Cows in Florida

You are probably eating in the tourist area. We have immigrants here from many places. There are some wonderful German, Polish, Vietnamese, French, Italian, Cuban, Peruvian and others. You just have to know where they are located. Rarely do you see a tourist in these places, if ever.

I think that is true of most places. Whether you are talking about Orlando or Rome the food in the tourist areas is often garbage but if you go off the beaten path you will find good stuff.

As for your offer on suggestions, can you recommend any good African restaurants near WDW? I love Boma but we have an Ethiopian restaurant here in Cleveland that is great and much more authentic. I'd love to have a more authentic eastern African restaurant in the area since I will probably have a car for the first time in a while when I am down there next January.
 
Just to set a few things straight:

There have been cows (along with horses, dogs, pigs and citrus plants) in Florida since 1521, 19 years before Coronado brought them to the American southwest...

Florida is one of the biggest cattle producing states in the US...

The legends of the "Wild West" are mostly fiction, written by Frederic Remington in the 1800s for Harper's Bazaar Magazine...

There were more killings in one year in the Arcadia, FL. cattle war alone, than in the 10 years of the 'great cattle drives' of the West...

It is more economical to ship the calves to feed lots out west than bringing the food here...

Deseret Ranch (a subsidiary of the Mormon Church) near Kissimmee, Fl. has the most cattle east of the Mississippi...

Most Florida cattle are free range cattle, raised for breeding and beef, not dairy....

Florida has just started to import more milk than exporting it, due mostly to the almost 20 times growth of population since 1965; and the loss of land to development...

What is now Disney World (and all surrounding area) was prime cattle ranch land until the 1960s, with Orlando being a little know small town....

There are more cowboys in Florida than there are in Texas...
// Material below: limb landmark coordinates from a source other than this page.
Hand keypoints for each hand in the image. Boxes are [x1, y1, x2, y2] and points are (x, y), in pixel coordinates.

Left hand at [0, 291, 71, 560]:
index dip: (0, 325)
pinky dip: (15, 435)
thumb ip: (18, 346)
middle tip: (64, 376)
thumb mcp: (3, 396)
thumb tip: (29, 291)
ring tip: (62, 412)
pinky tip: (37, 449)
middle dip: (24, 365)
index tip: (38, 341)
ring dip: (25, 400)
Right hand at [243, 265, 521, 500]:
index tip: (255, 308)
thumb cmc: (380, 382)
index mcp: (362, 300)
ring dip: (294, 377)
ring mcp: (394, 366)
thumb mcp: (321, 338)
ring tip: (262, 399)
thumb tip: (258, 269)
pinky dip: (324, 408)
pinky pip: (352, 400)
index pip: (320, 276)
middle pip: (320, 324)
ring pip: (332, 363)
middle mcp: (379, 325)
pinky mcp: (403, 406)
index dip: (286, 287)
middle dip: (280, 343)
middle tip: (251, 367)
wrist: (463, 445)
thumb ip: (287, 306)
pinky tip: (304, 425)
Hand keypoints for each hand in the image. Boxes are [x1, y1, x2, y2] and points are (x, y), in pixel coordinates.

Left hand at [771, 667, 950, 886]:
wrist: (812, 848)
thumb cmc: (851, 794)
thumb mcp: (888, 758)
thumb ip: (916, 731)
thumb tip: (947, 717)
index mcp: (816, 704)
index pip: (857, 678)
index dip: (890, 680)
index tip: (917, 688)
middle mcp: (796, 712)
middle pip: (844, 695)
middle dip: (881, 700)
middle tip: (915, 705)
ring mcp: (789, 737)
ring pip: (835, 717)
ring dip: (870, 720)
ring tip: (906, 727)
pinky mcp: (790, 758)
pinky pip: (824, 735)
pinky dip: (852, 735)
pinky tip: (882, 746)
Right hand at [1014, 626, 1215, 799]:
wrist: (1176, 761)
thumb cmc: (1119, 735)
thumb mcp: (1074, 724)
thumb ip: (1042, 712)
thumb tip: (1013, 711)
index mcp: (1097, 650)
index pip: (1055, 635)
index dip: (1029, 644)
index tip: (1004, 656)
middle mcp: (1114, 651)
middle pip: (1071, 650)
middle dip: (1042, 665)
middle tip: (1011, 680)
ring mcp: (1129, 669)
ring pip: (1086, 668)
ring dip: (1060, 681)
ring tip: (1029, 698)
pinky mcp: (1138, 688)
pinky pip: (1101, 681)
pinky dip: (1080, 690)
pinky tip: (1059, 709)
The first 'American Cowboys' were native Indians, hired to herd cattle by the monks of St. Augustine, Fl.....

and so on...

Not true, it doesn't even make the top 10 and those top 10 produce 99% of the cattle in the US.

Disney World was a swamp before Walt bought it, no where near prime cattle land.
 
Not true, it doesn't even make the top 10 and those top 10 produce 99% of the cattle in the US.

Disney World was a swamp before Walt bought it, no where near prime cattle land.

Per the Florida department of agriculture:

Livestock
As of January 1, 2009, all cattle and calves, including dairy cattle, on Florida farms and ranches totaled 1.7 million head, down 10,000 from the previous year. Nationally, Florida ranked 10th in beef cows and 18th in total cattle. The average annual beef price of cattle marketed in Florida in 2008 was $70.70 per hundredweight, down from $76.40 per hundredweight in 2007. In 2008 Florida dairies produced 2.06 billion pounds of milk. That same year, the total value of Florida poultry production was $404 million, and the average market price for hogs was $39.40 per hundredweight.

Obviously Florida is not the cattle state that it used to be as more and more land is bought up for commercial and residential development.

However, the area around WDW is full of prime Florida cattle land. It isn't all swamp.

The point here isn't a who has the most cattle contest. It is to show that Florida is more than beaches and theme parks and that if you leave the bigger cities that Florida is mainly an agriculture state full of plants and cows. :)
 
I've never seen cowboys in Florida so it's interesting that there are so many. Drive west of here and pretty much all you see in the plains outside of the the towns is cowboys.

By the way, much of those stories did actually happen in the southwest but they were certainly played up to make them more exciting. There are good museums that tell the true story.